Overloading Equality and Comparison Operators with non Bool Return types

Is there a specific reason why overriding the equality and comparison operators to produce a type other than bool is so difficult.

I have a workaround below, but why wouldn't the language make this easier to do?

What I am working with here is an external library which has these operators overloaded already, I simply want them to work the same way in F#. It just doesn't seem right that I have to do this in order to accomplish that.
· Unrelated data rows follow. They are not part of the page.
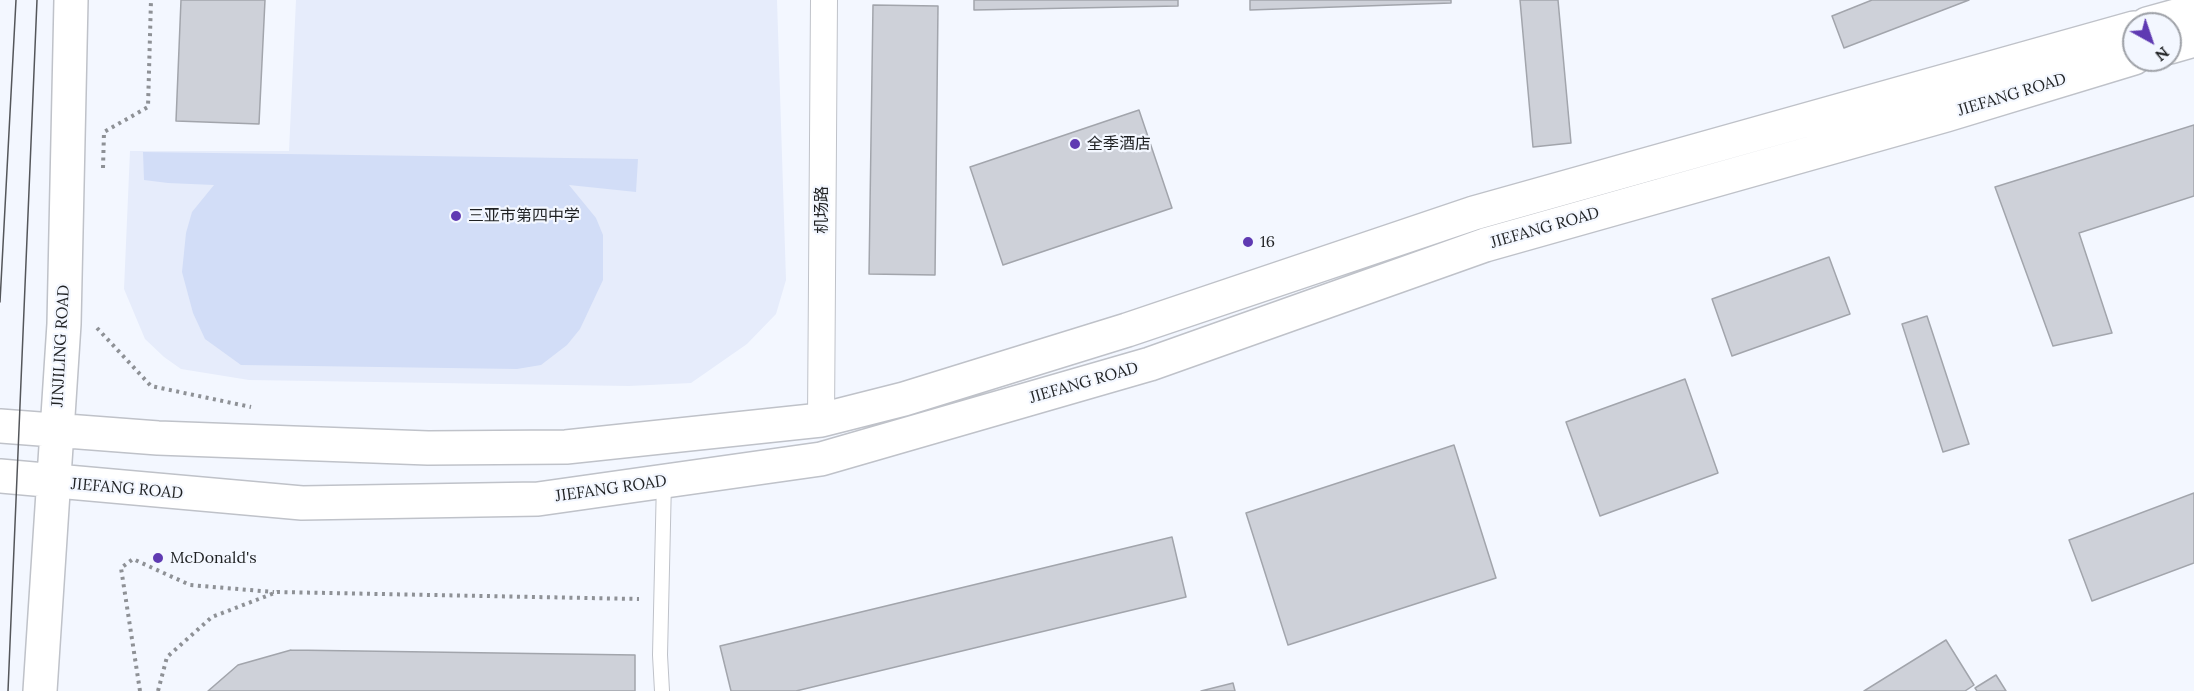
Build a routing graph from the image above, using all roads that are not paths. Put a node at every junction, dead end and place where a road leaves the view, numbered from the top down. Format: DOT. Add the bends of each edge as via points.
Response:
graph roads {
  1 [pos="71,0"];
  2 [pos="824,0"];
  3 [pos="2122,31"];
  4 [pos="2122,62"];
  5 [pos="821,420"];
  6 [pos="0,426"];
  7 [pos="57,432"];
  8 [pos="0,476"];
  9 [pos="664,481"];
  10 [pos="53,483"];
  11 [pos="40,691"];
  12 [pos="662,691"];
  1 -- 7 [label="main road, JINJILING ROAD" via="64,324"];
  2 -- 5 [label="street, 机场路"];
  3 -- 5 [label="main road, JIEFANG ROAD" via="1474,213 1127,330 904,399"];
  4 -- 9 [label="main road, JIEFANG ROAD" via="1485,245 1138,368 820,459"];
  5 -- 7 [label="main road, JIEFANG ROAD" via="566,447 428,448"];
  6 -- 7 [label="main road, JIEFANG ROAD"];
  7 -- 10 [label="main road, JINJILING ROAD"];
  8 -- 10 [label="main road, JIEFANG ROAD"];
  9 -- 10 [label="main road, JIEFANG ROAD" via="538,499 302,503"];
  9 -- 12 [label="lane"];
  10 -- 11 [label="main road, JINJILING ROAD"];
}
type ATArrayLT = ATArrayLT with
    static member        (?<-) (x:ATArray, ATArrayLT, y:int    ) = ATArray.op_LessThan(x, float32 y)
    static member        (?<-) (y:int    , ATArrayLT, x:ATArray) = ATArray.op_LessThan(x, float32 y)        
    static member        (?<-) (x:ATArray, ATArrayLT, y:float32) = ATArray.op_LessThan(x, y)
    static member        (?<-) (y:float32, ATArrayLT, x:ATArray) = ATArray.op_LessThan(x, y)
    static member        (?<-) (x:ATArray, ATArrayLT, y:ATArray) = ATArray.op_LessThan(x, y)
    static member inline (?<-) (x        , ATArrayLT, y        ) = x < y

let inline (<) x y = x ? (ATArrayLT) <- y

Upvotes: 2

Views: 494

Answers (1)

Daniel
Daniel

Reputation: 47904

The comparison and equality operators (<, >, =) have well-defined behavior (spec §8.15.6). Specifically, comparison depends on an IComparable implementation and equality depends on Equals.

There is only a passing resemblance to the operators of the same name in C#. You can still provide the C# variants, complete with non-traditional behavior, to be used from other .NET languages

type T() =
  static member op_LessThan (a: T, b: T) = new obj()

but they have no effect on F#'s equality and comparison operators.